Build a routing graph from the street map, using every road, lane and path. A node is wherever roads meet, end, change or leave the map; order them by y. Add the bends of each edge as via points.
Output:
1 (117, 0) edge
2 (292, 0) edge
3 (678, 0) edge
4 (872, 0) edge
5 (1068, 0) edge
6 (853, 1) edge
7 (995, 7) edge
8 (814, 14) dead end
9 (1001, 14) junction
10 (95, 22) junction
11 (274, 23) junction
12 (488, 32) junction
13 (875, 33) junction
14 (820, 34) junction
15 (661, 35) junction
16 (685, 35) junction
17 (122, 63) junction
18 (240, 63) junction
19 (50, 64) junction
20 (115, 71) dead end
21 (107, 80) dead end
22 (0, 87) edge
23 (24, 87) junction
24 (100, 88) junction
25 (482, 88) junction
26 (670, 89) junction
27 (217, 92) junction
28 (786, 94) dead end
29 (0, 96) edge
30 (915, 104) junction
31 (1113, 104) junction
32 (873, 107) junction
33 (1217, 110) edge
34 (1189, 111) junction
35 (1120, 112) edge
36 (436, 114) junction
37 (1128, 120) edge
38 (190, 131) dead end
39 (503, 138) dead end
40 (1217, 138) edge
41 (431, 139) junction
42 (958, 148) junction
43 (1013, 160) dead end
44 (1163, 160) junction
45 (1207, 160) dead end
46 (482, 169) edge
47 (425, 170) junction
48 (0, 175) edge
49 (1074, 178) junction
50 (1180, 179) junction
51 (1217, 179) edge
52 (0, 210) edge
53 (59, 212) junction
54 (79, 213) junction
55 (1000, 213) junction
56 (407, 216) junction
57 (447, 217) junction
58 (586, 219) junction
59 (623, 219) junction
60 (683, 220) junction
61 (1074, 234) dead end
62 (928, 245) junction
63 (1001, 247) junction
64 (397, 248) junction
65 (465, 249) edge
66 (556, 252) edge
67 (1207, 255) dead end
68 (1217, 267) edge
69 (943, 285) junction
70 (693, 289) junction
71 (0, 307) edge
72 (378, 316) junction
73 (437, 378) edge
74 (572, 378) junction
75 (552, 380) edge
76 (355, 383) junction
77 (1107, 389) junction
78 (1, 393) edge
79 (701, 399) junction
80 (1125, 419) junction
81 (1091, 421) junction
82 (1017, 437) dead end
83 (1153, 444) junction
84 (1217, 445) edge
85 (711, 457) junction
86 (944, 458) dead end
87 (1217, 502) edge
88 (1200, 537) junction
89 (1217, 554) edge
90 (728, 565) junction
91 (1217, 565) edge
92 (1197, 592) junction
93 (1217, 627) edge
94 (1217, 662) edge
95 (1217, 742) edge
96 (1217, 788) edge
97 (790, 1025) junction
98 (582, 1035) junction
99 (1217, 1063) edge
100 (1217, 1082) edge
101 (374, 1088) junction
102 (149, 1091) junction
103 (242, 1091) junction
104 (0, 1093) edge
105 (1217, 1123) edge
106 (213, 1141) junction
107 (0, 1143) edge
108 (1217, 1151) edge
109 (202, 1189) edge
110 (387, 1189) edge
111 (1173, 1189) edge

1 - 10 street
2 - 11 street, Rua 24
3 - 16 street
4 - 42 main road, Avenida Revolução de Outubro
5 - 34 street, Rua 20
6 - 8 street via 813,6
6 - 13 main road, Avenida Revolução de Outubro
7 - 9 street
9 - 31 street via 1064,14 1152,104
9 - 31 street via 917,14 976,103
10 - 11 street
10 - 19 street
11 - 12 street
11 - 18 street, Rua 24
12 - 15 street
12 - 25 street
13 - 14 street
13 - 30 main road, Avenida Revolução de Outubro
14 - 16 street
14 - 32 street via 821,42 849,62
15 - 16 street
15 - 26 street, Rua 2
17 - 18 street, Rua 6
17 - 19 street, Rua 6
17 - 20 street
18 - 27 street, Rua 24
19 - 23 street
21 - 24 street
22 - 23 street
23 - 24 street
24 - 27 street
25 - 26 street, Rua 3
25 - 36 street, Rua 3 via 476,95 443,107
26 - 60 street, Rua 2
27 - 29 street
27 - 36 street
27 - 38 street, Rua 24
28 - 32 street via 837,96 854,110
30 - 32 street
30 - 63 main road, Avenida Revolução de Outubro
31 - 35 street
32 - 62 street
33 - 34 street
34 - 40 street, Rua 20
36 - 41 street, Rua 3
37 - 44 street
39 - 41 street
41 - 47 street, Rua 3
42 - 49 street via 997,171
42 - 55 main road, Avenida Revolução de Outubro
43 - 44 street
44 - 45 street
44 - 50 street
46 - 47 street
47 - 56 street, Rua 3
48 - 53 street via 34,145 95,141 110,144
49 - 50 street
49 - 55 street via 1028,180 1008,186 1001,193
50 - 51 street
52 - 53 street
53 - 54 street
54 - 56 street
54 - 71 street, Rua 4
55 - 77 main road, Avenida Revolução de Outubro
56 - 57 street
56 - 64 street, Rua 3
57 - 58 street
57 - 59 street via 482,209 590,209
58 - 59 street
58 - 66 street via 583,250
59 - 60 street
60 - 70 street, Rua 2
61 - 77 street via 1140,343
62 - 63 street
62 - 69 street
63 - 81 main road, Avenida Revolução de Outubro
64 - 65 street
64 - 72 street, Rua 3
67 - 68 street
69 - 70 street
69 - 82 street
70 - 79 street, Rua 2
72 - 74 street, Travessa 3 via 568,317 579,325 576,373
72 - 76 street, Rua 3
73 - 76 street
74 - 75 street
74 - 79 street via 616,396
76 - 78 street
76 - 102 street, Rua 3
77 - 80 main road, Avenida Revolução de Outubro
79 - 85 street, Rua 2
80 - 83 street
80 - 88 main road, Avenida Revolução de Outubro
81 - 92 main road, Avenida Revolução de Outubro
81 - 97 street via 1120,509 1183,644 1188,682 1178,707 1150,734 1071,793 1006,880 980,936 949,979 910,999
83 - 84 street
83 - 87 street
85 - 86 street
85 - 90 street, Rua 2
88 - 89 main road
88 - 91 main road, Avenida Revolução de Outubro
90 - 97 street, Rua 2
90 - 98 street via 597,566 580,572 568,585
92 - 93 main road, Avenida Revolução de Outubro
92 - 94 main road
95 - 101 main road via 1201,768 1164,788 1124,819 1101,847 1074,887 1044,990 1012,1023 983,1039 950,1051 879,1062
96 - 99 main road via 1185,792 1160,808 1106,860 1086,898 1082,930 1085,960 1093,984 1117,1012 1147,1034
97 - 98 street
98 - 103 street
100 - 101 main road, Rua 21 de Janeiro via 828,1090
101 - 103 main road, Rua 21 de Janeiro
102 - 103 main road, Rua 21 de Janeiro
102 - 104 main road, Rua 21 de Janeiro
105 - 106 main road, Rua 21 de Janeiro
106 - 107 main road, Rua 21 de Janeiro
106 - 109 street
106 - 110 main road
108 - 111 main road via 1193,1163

++++++++

● **How to complete this task**: Give back every line of the data exactly.

● **Exercise result**:
Build a routing graph from the street map, using every road, lane and path. A node is wherever roads meet, end, change or leave the map; order them by y. Add the bends of each edge as via points.
Output:
1 (117, 0) edge
2 (292, 0) edge
3 (678, 0) edge
4 (872, 0) edge
5 (1068, 0) edge
6 (853, 1) edge
7 (995, 7) edge
8 (814, 14) dead end
9 (1001, 14) junction
10 (95, 22) junction
11 (274, 23) junction
12 (488, 32) junction
13 (875, 33) junction
14 (820, 34) junction
15 (661, 35) junction
16 (685, 35) junction
17 (122, 63) junction
18 (240, 63) junction
19 (50, 64) junction
20 (115, 71) dead end
21 (107, 80) dead end
22 (0, 87) edge
23 (24, 87) junction
24 (100, 88) junction
25 (482, 88) junction
26 (670, 89) junction
27 (217, 92) junction
28 (786, 94) dead end
29 (0, 96) edge
30 (915, 104) junction
31 (1113, 104) junction
32 (873, 107) junction
33 (1217, 110) edge
34 (1189, 111) junction
35 (1120, 112) edge
36 (436, 114) junction
37 (1128, 120) edge
38 (190, 131) dead end
39 (503, 138) dead end
40 (1217, 138) edge
41 (431, 139) junction
42 (958, 148) junction
43 (1013, 160) dead end
44 (1163, 160) junction
45 (1207, 160) dead end
46 (482, 169) edge
47 (425, 170) junction
48 (0, 175) edge
49 (1074, 178) junction
50 (1180, 179) junction
51 (1217, 179) edge
52 (0, 210) edge
53 (59, 212) junction
54 (79, 213) junction
55 (1000, 213) junction
56 (407, 216) junction
57 (447, 217) junction
58 (586, 219) junction
59 (623, 219) junction
60 (683, 220) junction
61 (1074, 234) dead end
62 (928, 245) junction
63 (1001, 247) junction
64 (397, 248) junction
65 (465, 249) edge
66 (556, 252) edge
67 (1207, 255) dead end
68 (1217, 267) edge
69 (943, 285) junction
70 (693, 289) junction
71 (0, 307) edge
72 (378, 316) junction
73 (437, 378) edge
74 (572, 378) junction
75 (552, 380) edge
76 (355, 383) junction
77 (1107, 389) junction
78 (1, 393) edge
79 (701, 399) junction
80 (1125, 419) junction
81 (1091, 421) junction
82 (1017, 437) dead end
83 (1153, 444) junction
84 (1217, 445) edge
85 (711, 457) junction
86 (944, 458) dead end
87 (1217, 502) edge
88 (1200, 537) junction
89 (1217, 554) edge
90 (728, 565) junction
91 (1217, 565) edge
92 (1197, 592) junction
93 (1217, 627) edge
94 (1217, 662) edge
95 (1217, 742) edge
96 (1217, 788) edge
97 (790, 1025) junction
98 (582, 1035) junction
99 (1217, 1063) edge
100 (1217, 1082) edge
101 (374, 1088) junction
102 (149, 1091) junction
103 (242, 1091) junction
104 (0, 1093) edge
105 (1217, 1123) edge
106 (213, 1141) junction
107 (0, 1143) edge
108 (1217, 1151) edge
109 (202, 1189) edge
110 (387, 1189) edge
111 (1173, 1189) edge

1 - 10 street
2 - 11 street, Rua 24
3 - 16 street
4 - 42 main road, Avenida Revolução de Outubro
5 - 34 street, Rua 20
6 - 8 street via 813,6
6 - 13 main road, Avenida Revolução de Outubro
7 - 9 street
9 - 31 street via 1064,14 1152,104
9 - 31 street via 917,14 976,103
10 - 11 street
10 - 19 street
11 - 12 street
11 - 18 street, Rua 24
12 - 15 street
12 - 25 street
13 - 14 street
13 - 30 main road, Avenida Revolução de Outubro
14 - 16 street
14 - 32 street via 821,42 849,62
15 - 16 street
15 - 26 street, Rua 2
17 - 18 street, Rua 6
17 - 19 street, Rua 6
17 - 20 street
18 - 27 street, Rua 24
19 - 23 street
21 - 24 street
22 - 23 street
23 - 24 street
24 - 27 street
25 - 26 street, Rua 3
25 - 36 street, Rua 3 via 476,95 443,107
26 - 60 street, Rua 2
27 - 29 street
27 - 36 street
27 - 38 street, Rua 24
28 - 32 street via 837,96 854,110
30 - 32 street
30 - 63 main road, Avenida Revolução de Outubro
31 - 35 street
32 - 62 street
33 - 34 street
34 - 40 street, Rua 20
36 - 41 street, Rua 3
37 - 44 street
39 - 41 street
41 - 47 street, Rua 3
42 - 49 street via 997,171
42 - 55 main road, Avenida Revolução de Outubro
43 - 44 street
44 - 45 street
44 - 50 street
46 - 47 street
47 - 56 street, Rua 3
48 - 53 street via 34,145 95,141 110,144
49 - 50 street
49 - 55 street via 1028,180 1008,186 1001,193
50 - 51 street
52 - 53 street
53 - 54 street
54 - 56 street
54 - 71 street, Rua 4
55 - 77 main road, Avenida Revolução de Outubro
56 - 57 street
56 - 64 street, Rua 3
57 - 58 street
57 - 59 street via 482,209 590,209
58 - 59 street
58 - 66 street via 583,250
59 - 60 street
60 - 70 street, Rua 2
61 - 77 street via 1140,343
62 - 63 street
62 - 69 street
63 - 81 main road, Avenida Revolução de Outubro
64 - 65 street
64 - 72 street, Rua 3
67 - 68 street
69 - 70 street
69 - 82 street
70 - 79 street, Rua 2
72 - 74 street, Travessa 3 via 568,317 579,325 576,373
72 - 76 street, Rua 3
73 - 76 street
74 - 75 street
74 - 79 street via 616,396
76 - 78 street
76 - 102 street, Rua 3
77 - 80 main road, Avenida Revolução de Outubro
79 - 85 street, Rua 2
80 - 83 street
80 - 88 main road, Avenida Revolução de Outubro
81 - 92 main road, Avenida Revolução de Outubro
81 - 97 street via 1120,509 1183,644 1188,682 1178,707 1150,734 1071,793 1006,880 980,936 949,979 910,999
83 - 84 street
83 - 87 street
85 - 86 street
85 - 90 street, Rua 2
88 - 89 main road
88 - 91 main road, Avenida Revolução de Outubro
90 - 97 street, Rua 2
90 - 98 street via 597,566 580,572 568,585
92 - 93 main road, Avenida Revolução de Outubro
92 - 94 main road
95 - 101 main road via 1201,768 1164,788 1124,819 1101,847 1074,887 1044,990 1012,1023 983,1039 950,1051 879,1062
96 - 99 main road via 1185,792 1160,808 1106,860 1086,898 1082,930 1085,960 1093,984 1117,1012 1147,1034
97 - 98 street
98 - 103 street
100 - 101 main road, Rua 21 de Janeiro via 828,1090
101 - 103 main road, Rua 21 de Janeiro
102 - 103 main road, Rua 21 de Janeiro
102 - 104 main road, Rua 21 de Janeiro
105 - 106 main road, Rua 21 de Janeiro
106 - 107 main road, Rua 21 de Janeiro
106 - 109 street
106 - 110 main road
108 - 111 main road via 1193,1163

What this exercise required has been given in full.